Riguardo alla realtà della Val di Non, tanto decantata come esempio per gli altri comprensori, forse non tutti sanno che presso la discarica Iscle di Taio sono state installate tre biocelle fornite da due diverse ditte, complete di unità di trattamento dell’aria di processo. I reattori sono stati sottoposti a collaudo funzionale ‘a caldo’ in prove di trattamento di frazione organica dei RSU nei periodi dicembre 1999-luglio 2000 (due biocelle Cesaro) e novembre 2002-maggio 2003 (biocella Herhof). Le prove hanno confermato l’idoneità delle biocelle per la conduzione della prima fase del processo di compostaggio (fase attiva o intensiva).
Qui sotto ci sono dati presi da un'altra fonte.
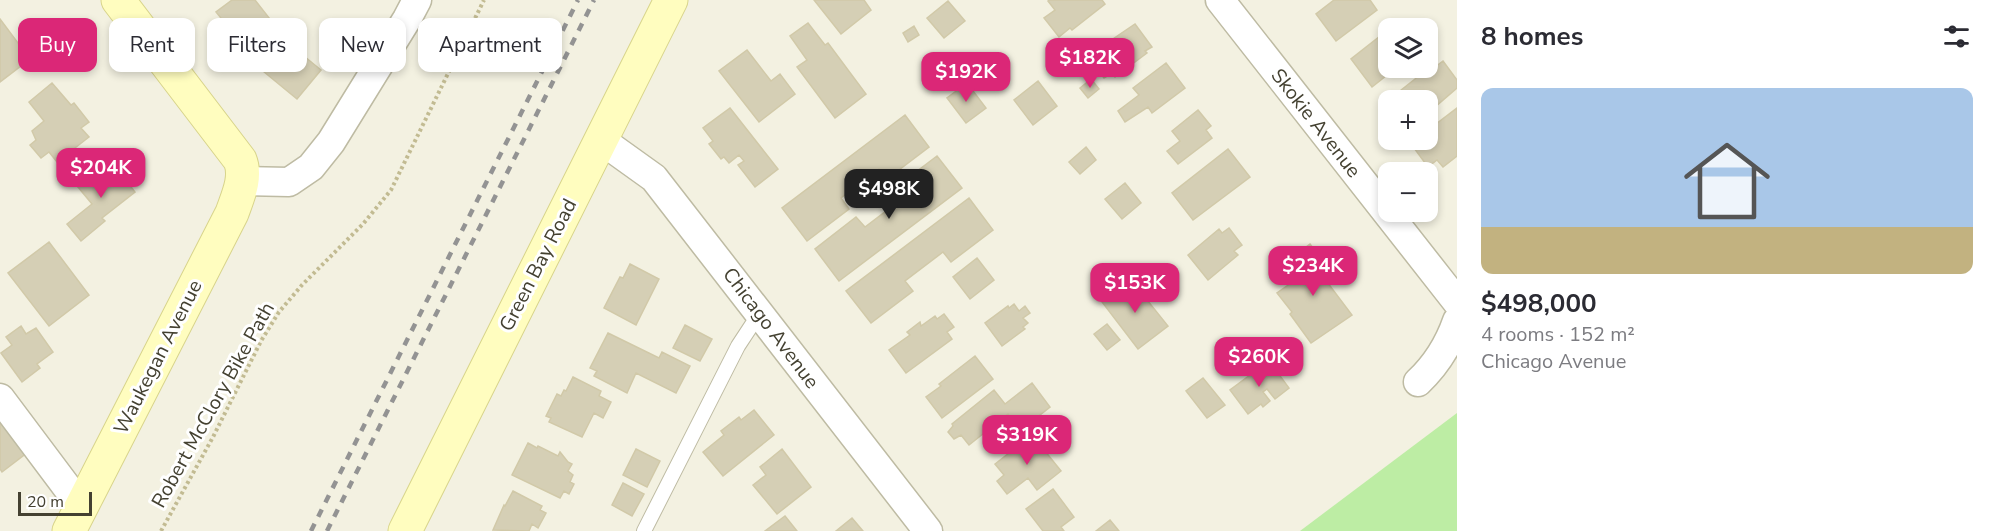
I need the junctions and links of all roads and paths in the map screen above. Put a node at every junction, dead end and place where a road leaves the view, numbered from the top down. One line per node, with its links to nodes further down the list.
1 (118, 0): 7 (street)
2 (417, 0): 7 (street)
3 (484, 0): 15 (path, Robert McClory Bike Path)
4 (671, 0): 6 (street, Green Bay Road)
5 (1220, 0): 8 (street, Skokie Avenue)
6 (601, 140): 9 (street, Chicago Avenue); 14 (street, Green Bay Road)
7 (242, 181): 13 (street, Waukegan Avenue)
8 (1457, 302)
9 (759, 314): 16 (lane); 17 (street, Chicago Avenue)
10 (1457, 321): 11 (street)
11 (1418, 382)
12 (0, 398): 13 (street)
13 (75, 519)
14 (409, 529)
15 (161, 531)
16 (644, 531)
17 (928, 531)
Attualmente i tre reattori, del costo complessivo di circa un miliardo di lire e con una potenzialità di 2000 t/anno di rifiuti trattati, sono inutilizzati (nel 2002 la quantità complessiva di organico e verde raccolta ammontava a circa 1800 t, n.d.r.).Altre tre biocelle, acquistate dal Servizio Opere Igienico Sanitarie della PAT in previsione di una loro installazione presso l’impianto di Ischia Podetti (dismesso alla fine del 2002), saranno invece collocate presso l’impianto di compostaggio che il Comprensorio della Val di Sole intende realizzare a Monclassico. Il centro è già stato finanziato dalla PAT ed il Comprensorio prevede di avviare l’appalto delle opere entro l’estate 2004. La potenzialità dell’impianto è di circa 2000 t/anno".

Attualmente l’unico compost prodotto a livello locale è quello dell’impianto di compostaggio da letame di Castelfondo, che sta trovando un suo mercato.
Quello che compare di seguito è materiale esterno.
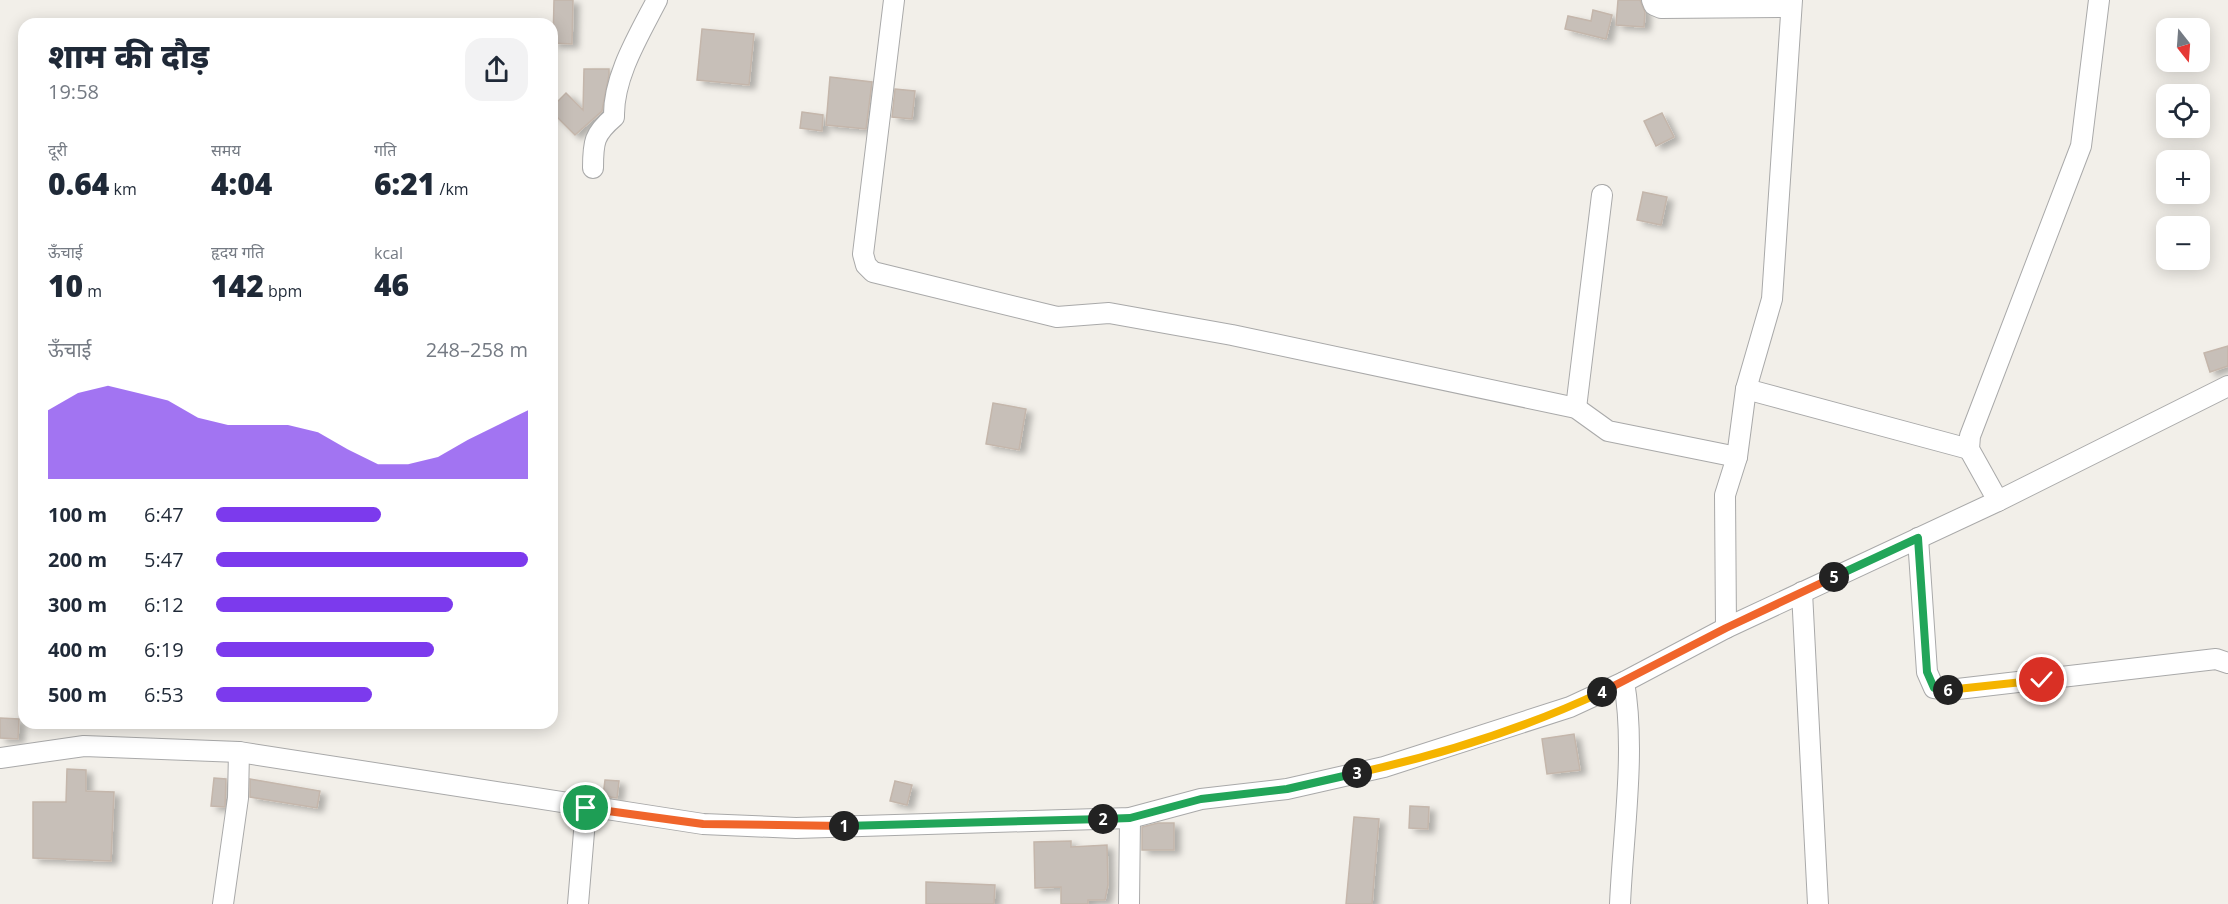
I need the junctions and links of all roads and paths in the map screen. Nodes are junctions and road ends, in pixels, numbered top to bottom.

Il compost di CastelfondoL’impianto di Castelfondo, in alta Val di Non è stato realizzato con la consulenza dell’Istituto Agrario per trasformare in compost il letame proveniente dalle stalle bovine della zona. E’ stato attivato nel 2001, poi ci sono stati dei problemi ed ha ripreso a funzionare dal febbraio 2005. Il compost prodotto dalla miscelatura di letame, ramaglie provenienti dalla raccolta differenziata delle potature private e pubbliche e scarti di legno anch’essi frutto della raccolta differenziata, è certificato da Fertab, l’organismo che garantisce gli ammendanti per l’agricoltura biologica. L’impianto è attualmente gestito dalla cooperativa Agricompost (Consorzio Lavoro Ambiente), nella cui compagine è rappresentato anche la Coldiretti del Trentino, la maggior associazione contadina distintasi per l’impegno contro la realizzazione dell’inceneritore.

Per il compost il problema principale è quello di garantire un buon prodotto che abbia subito un processo di trasformazione che lo renda stabile e maturo, oltre che privo di inerti (tipo plastiche e/o vetri), che tuttavia vengono rimossi efficacemente con la vagliatura finale. Il tipo di impiego dipende poi dalle caratteristiche del prodotto (pH, salinità, proprietà fisiche) che lo rendono idoneo al pieno campo e/o all’uso come substrato colturale.

Presso l’Istituto Agrario di San Michele esiste un impianto pilota di compostaggio utilizzato prevalentemente per attività sperimentali ed in parte per trattare gli scarti organici prodotti dall’azienda interna (cantina, manutenzione verde, potature, scarti di frutta ...). Viene ritirata e trattata anche l’erba di sfalcio del nuovo campo sportivo, ma l’obiettivo principale è quello di testare sistemi di trattamento differenti e tipologie di rifiuti organici problematici, anche di tipo agroindustriale.